Merritt v. Cameron, ante, 542, affirmed and followed.
A change in the ruling of the Treasury Department whereby merchandise

in bond, such as is involved in this case, is held dutiable at a greatly reduced rate, is of no aid to an importer who has not protested against the previous ruling.

This was an action against the collector of the port of Philadelphia to recover duties alleged to have been illegally exacted. Judgment for the plaintiffs, to review which the defendant sued out this writ of error. The case is stated in the opinion.

Mr. Solicitor General for plaintiff in error.

Mr.

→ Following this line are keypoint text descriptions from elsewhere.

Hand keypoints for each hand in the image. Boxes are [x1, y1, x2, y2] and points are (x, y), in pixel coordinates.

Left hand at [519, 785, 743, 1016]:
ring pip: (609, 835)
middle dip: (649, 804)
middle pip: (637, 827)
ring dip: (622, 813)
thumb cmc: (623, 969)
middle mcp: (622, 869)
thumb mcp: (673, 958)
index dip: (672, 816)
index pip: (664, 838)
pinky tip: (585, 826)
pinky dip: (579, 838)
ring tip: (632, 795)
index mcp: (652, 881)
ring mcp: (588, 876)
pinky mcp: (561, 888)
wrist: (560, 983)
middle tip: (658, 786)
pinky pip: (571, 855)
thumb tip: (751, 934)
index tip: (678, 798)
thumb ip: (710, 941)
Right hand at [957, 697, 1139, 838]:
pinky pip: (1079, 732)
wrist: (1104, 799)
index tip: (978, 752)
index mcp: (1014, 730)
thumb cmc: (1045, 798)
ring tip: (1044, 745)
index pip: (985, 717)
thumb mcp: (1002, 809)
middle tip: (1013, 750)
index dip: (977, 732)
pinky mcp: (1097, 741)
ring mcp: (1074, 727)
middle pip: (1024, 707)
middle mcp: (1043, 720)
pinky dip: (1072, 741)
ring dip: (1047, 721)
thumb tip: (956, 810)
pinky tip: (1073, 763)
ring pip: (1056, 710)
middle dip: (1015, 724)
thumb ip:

Frank P. Prichard for defendants in error.

MR. JUSTICE LAMAR delivered the opinion of the court.

This was an action at law by Artemus Partridge and Thomas D. Richardson, trading as Partridge & Richardson, against John Cadwalader, collector of customs for the District of Philadelphia, to recover back certain alleged illegal and excessive duties exacted on merchandise imported at that port by them.

The only defence sat up by the collector was, that the protest of the importers against the assessment of the duties was not filed with him within ten days from the ascertainment and liquidation of them, as required by section 2931 of the Revised Statutes.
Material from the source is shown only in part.